Se Portugal levou a Cannes quase uma mão-cheia de obras, o Luxemburgo voltou a ser maior do que a sua dimensão geográfica.

Nunca será igualado o escândalo de 2004, quando um júri presidido por Quentin Tarantino deu a Palma de Ouro ao banal documentário de Michael Moore. Contudo o júri da 75ª edição deixou a Croisette desiludida e os festivaleiros espantados.

Um bancal Vincent Lindon (será que os russos também influenciaram a escolha deste presidente?), deprimido e abatido, liderou um júri constituído por gente muito interessante que acabaram por fazer escolhas improváveis. Porque a minha terapeuta me aconselha a positivar, vamos falar aqui de quem ficou contente, em vez de martelar em filmes de merda que por acaso até tiveram prémios.

Os mais felizes de 2022 são os belgas. Nunca um palmarés de Cannes tinha dado tantos prémios ao 'plat pays'. Para que os cansativos irmãos Dardenne não levassem mais uma palma e contassem três, os jurados inventaram um prémio especial porque esta é a 75ª edição do maior festival do mundo. Os manos Jean-Pierre e Luc terão assim de fazer mais um filme para conseguirem bater o recorde absoluto de palmas de ouro.

Mas os Dardenne não foram os únicos belgas a subirem ao palco na noite de encerramento do certame. Lukas Dhont, que Cannes descobriu há uns anos com o brilhante "Girl" conquistou o grande prémio do júri com o seu mais recente trabalho, "Close". Mas esperem porque há mais belgas: Felix Van Groeningen e Charlotte Vandermeersch são um casal que se apaixonou por Itália e decidiu contar uma história de "valores naturais", contra o mundo urbano e do dinheiro.

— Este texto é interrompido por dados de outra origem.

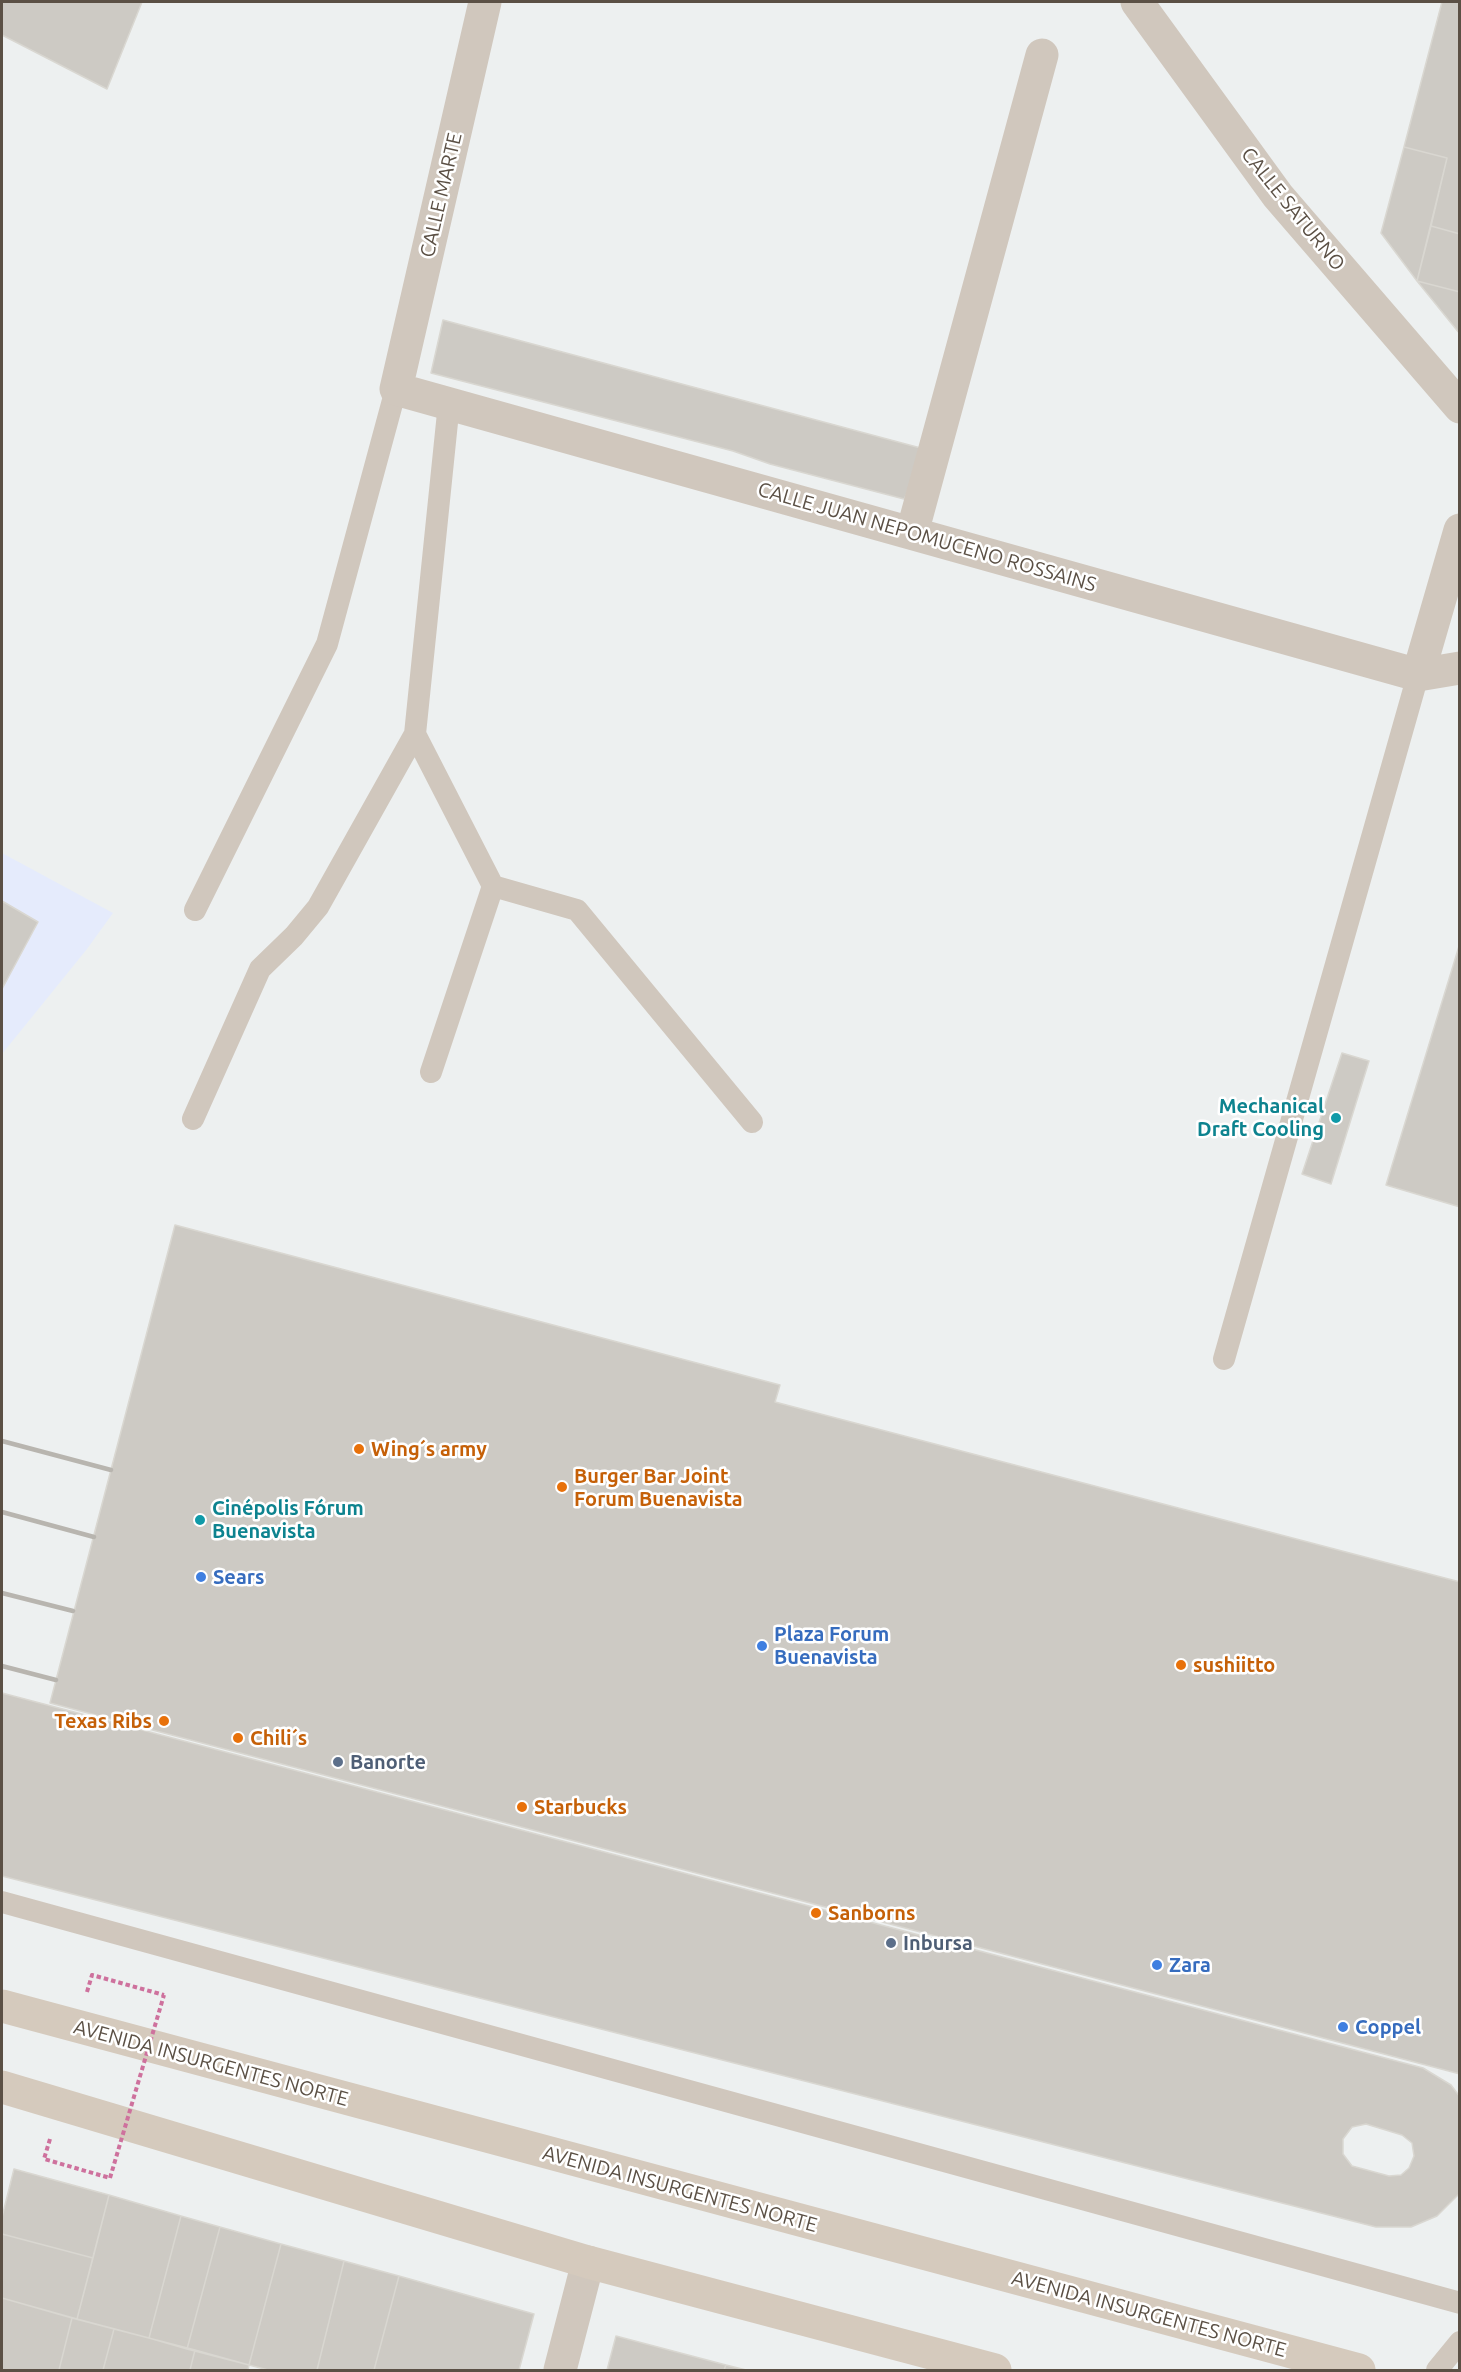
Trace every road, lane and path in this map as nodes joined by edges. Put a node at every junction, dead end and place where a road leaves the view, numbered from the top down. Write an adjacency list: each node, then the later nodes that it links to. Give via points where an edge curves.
1 (485, 2): 4 (street, CALLE MARTE)
2 (1137, 2): 6 (street, CALLE SATURNO, via 1278,196)
3 (1042, 55): 8 (street)
4 (396, 389): 5 (street, CALLE JUAN NEPOMUCENO ROSSAINS); 13 (lane, via 327,644)
5 (449, 403): 8 (street, CALLE JUAN NEPOMUCENO ROSSAINS); 11 (lane)
6 (1460, 407)
7 (1460, 530): 10 (street)
8 (912, 533): 10 (street, CALLE JUAN NEPOMUCENO ROSSAINS)
9 (1460, 668): 10 (street, CALLE JUAN NEPOMUCENO ROSSAINS)
10 (1418, 675): 17 (lane)
11 (415, 734): 12 (lane); 15 (lane, via 318,907 260,969)
12 (493, 885): 14 (lane); 16 (lane, via 577,910)
13 (195, 910)
14 (431, 1072)
15 (193, 1119)
16 (752, 1122)
17 (1224, 1359)
18 (2, 1902): 24 (lane)
19 (92, 1975): 22 (path, bridge, via 164,1995 110,2178)
20 (2, 2007): 28 (main road, AVENIDA INSURGENTES NORTE)
21 (2, 2087): 23 (main road)
22 (44, 2159)
23 (588, 2262): 26 (street); 27 (main road)
24 (1460, 2303)
25 (1460, 2342): 29 (lane)
26 (560, 2370)
27 (995, 2370)
28 (1359, 2370)
29 (1437, 2370)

Os financeiramente pobres jurados do festival manifestaram nessa escolha o seu pendor anarquista e contestatário, mas provaram ainda mais que são antissistema ao premiar Ruben Östlund. O sueco, que já nos tinha oferecido o surpreendente "Square", regressa com uma história – que faz muito lembrar o mestre Manoel de Oliveira – mas adaptada aos tempos que correm, entre oligarcas russos e influenciadoras.

Portugal não ganhou quase nada, ficando a exceção para o jovem portuense João Gonzalez que conquistou mais do que espetador um com o belíssimo “Ice Merchants”.

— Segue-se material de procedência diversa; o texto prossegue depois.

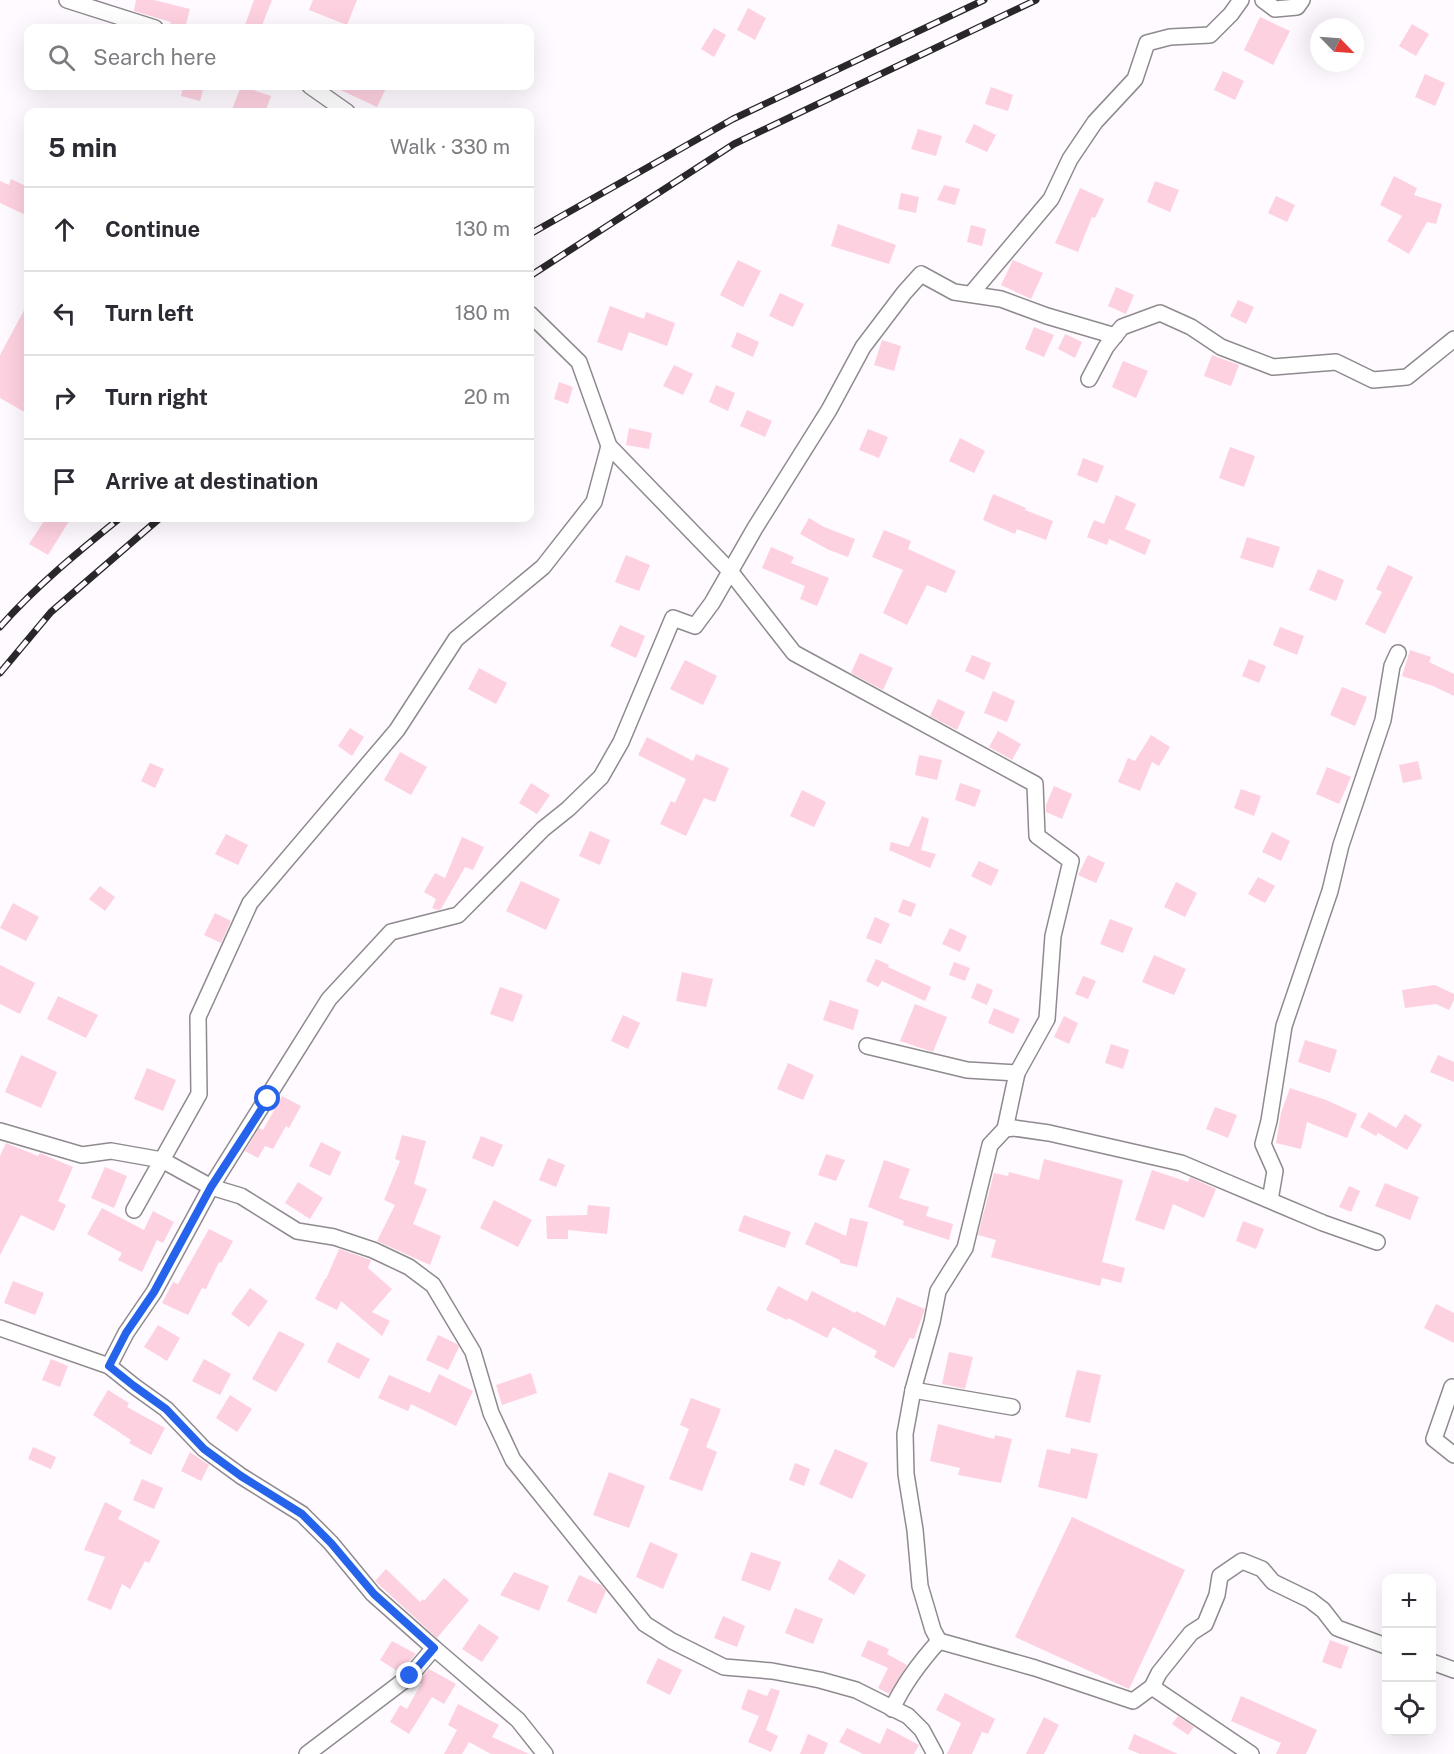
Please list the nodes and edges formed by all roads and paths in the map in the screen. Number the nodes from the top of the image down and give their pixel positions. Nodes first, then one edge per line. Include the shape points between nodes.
1 (67, 0) edge
2 (1241, 0) edge
3 (1263, 0) edge
4 (1302, 0) edge
5 (142, 24) edge
6 (316, 90) edge
7 (341, 108) edge
8 (971, 294) junction
9 (534, 318) edge
10 (1115, 336) junction
11 (1454, 339) edge
12 (1089, 379) dead end
13 (609, 446) junction
14 (730, 571) junction
15 (1398, 653) dead end
16 (867, 1046) dead end
17 (1017, 1073) junction
18 (1005, 1129) junction
19 (0, 1131) edge
20 (162, 1160) junction
21 (211, 1187) junction
22 (1270, 1200) junction
23 (134, 1210) dead end
24 (1377, 1242) dead end
25 (0, 1328) edge
26 (109, 1366) junction
27 (1452, 1387) dead end
28 (913, 1390) junction
29 (1012, 1407) dead end
30 (1454, 1455) edge
31 (939, 1641) junction
32 (1382, 1645) edge
33 (434, 1648) junction
34 (1436, 1664) edge
35 (1454, 1670) edge
36 (1152, 1687) junction
37 (892, 1709) junction
38 (307, 1754) edge
39 (545, 1754) edge
40 (935, 1754) edge
41 (1251, 1754) edge

1 - 5 street
2 - 8 street via 1210,35 1170,37 1147,43 1136,79 1095,122 1070,159 1052,199
3 - 4 street via 1275,9 1297,7
6 - 7 street
8 - 10 street via 1001,299
8 - 14 street via 954,292 921,274 904,293 864,347
9 - 13 street via 579,362
10 - 11 street via 1122,327 1160,313 1221,347 1273,366 1336,362 1373,380 1407,377
10 - 12 street
13 - 14 street
13 - 20 street via 594,502 543,567 456,639 397,730 250,903 198,1017 199,1094
14 - 17 street via 794,653 1035,784 1037,836 1071,861 1053,936 1047,1019
14 - 21 street via 695,626 673,618 621,742 601,777 458,915 391,932 329,999
15 - 22 street via 1392,666 1383,720 1284,1026 1263,1144 1275,1171
16 - 17 street via 967,1070
17 - 18 street
18 - 22 street via 1049,1133 1181,1163
18 - 28 street via 990,1145 965,1248 938,1291
19 - 20 street via 82,1155 111,1151
20 - 21 street
20 - 23 street
21 - 26 street
21 - 37 street via 241,1196 297,1231 334,1237 373,1250 409,1267 433,1285 473,1352 491,1413 513,1460 645,1624 724,1667 820,1680 856,1690
22 - 24 street
25 - 26 street
26 - 33 street via 166,1409 204,1449 302,1514 374,1594
27 - 30 street via 1434,1439
28 - 29 street
28 - 31 street via 906,1434 906,1474 920,1586
31 - 36 street via 1133,1701
31 - 37 street via 917,1665
32 - 36 street via 1337,1628 1310,1600 1273,1582 1263,1569 1242,1561 1220,1576 1205,1624 1191,1633
33 - 38 street via 410,1676
33 - 39 street via 518,1720
34 - 35 street
36 - 41 street
37 - 40 street via 908,1716 922,1730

O meu coração ficou em Cannes depois de ter visto "Restos do Vento", de Tiago Guedes e "Alma Viva", a primeira longa-metragem da luso-francesa Cristèle Alves Meira que prova que o talento também de pode herdar ao escolher para protagonista do filme a sua filha.

Na competição pela Palma de Ouro, esteve "Pacifiction – Tourment sur les îles", do espanhol Albert Serra, com coprodução portuguesa.

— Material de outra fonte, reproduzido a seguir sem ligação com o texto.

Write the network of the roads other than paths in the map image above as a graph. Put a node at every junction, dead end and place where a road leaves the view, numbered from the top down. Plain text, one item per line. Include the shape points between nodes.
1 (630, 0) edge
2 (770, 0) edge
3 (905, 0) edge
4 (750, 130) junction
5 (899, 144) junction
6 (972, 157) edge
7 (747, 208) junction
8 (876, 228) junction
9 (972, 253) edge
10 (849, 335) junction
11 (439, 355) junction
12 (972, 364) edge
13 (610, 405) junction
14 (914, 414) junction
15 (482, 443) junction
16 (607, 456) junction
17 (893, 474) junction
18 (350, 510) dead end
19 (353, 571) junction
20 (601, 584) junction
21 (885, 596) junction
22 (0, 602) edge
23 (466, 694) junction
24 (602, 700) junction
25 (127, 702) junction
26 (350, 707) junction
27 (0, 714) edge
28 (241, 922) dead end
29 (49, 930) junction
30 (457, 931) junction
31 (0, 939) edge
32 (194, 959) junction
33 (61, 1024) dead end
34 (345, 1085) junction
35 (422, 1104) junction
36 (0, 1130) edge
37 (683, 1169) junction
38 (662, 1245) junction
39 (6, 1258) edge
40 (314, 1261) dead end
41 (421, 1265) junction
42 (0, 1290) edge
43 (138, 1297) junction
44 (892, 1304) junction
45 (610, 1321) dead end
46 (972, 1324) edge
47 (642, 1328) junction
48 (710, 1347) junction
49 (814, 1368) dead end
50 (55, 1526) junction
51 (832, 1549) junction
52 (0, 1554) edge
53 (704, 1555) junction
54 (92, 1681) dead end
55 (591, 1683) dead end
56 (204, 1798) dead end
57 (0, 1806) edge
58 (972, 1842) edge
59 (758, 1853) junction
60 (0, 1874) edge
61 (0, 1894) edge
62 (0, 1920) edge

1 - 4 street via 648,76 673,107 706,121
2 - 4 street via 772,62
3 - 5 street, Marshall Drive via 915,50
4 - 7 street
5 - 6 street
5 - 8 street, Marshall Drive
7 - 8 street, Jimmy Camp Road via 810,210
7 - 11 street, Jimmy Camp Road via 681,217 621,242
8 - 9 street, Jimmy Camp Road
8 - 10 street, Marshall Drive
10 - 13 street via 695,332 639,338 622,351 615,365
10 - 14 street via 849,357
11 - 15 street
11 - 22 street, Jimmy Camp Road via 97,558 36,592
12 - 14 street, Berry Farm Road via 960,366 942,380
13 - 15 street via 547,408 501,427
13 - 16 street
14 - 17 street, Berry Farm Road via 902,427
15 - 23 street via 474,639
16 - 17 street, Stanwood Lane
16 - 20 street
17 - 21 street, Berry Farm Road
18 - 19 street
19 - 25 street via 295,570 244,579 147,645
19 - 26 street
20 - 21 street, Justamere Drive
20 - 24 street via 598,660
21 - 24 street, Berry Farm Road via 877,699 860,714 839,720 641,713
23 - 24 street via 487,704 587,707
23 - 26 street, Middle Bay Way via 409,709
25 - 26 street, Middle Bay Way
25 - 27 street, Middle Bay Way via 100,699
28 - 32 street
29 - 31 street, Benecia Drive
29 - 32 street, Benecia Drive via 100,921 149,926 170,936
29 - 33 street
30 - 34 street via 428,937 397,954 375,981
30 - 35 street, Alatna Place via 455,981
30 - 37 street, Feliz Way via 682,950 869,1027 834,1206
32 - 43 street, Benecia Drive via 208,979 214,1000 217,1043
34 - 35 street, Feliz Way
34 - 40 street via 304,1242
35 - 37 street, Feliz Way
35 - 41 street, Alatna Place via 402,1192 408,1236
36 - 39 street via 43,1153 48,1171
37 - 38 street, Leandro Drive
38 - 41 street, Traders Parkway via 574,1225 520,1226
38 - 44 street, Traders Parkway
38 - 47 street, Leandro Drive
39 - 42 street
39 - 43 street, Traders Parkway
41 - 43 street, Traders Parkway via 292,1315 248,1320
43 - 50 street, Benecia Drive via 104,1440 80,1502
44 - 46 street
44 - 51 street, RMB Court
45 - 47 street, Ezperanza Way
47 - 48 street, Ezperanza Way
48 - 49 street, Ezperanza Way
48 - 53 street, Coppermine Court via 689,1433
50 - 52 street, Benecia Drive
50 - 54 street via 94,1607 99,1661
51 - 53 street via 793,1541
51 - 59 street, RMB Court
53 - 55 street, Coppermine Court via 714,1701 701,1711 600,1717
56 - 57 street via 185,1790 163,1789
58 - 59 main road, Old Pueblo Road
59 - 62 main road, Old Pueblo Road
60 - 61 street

Na Quinzena de Realizadores esteve "Fogo-Fátuo", de João Pedro Rodrigues, que conquista sempre o público LGBT. Na secção Cannes Classics "O silêncio de Goya", coprodução franco-hispano-portuguesa dirigida por José Luis López-Linares. "Tout le monde aime Jeanne", primeira obra da francesa Céline Devaux, rodada em Lisboa e com coprodução portuguesa de O Som e a Fúria.

O filme "Mistida", de Falcão Nhaga, esteve presente no programa La Cinef do Festival, dedicado a obras feitas em contexto escolar.Portugal também contou com presenças de atores, nomeadamente Welket Bungué, no filme de David Cronenberg "Crimes of the Future" e Nuno Lopes que participou em três produções presentes na 75ª edição do festival de Cannes.

Se Portugal levou a Cannes quase uma mão-cheia de obras, o que é muito bom tendo em conta a limitada quantidade de cinema que se vai fazendo, o Luxemburgo voltou a ser maior do que a sua dimensão geográfica com uma forte presença nas distintas seleções, mas trazendo prémios para o Grão-Ducado: Vicky Krieps, em "Corsage", obteve o prémio para a melhor interpretação na seleção Un Certain Regard, ex aequo com Adam Bessa, numa coprodução luxemburguesa, "Harka".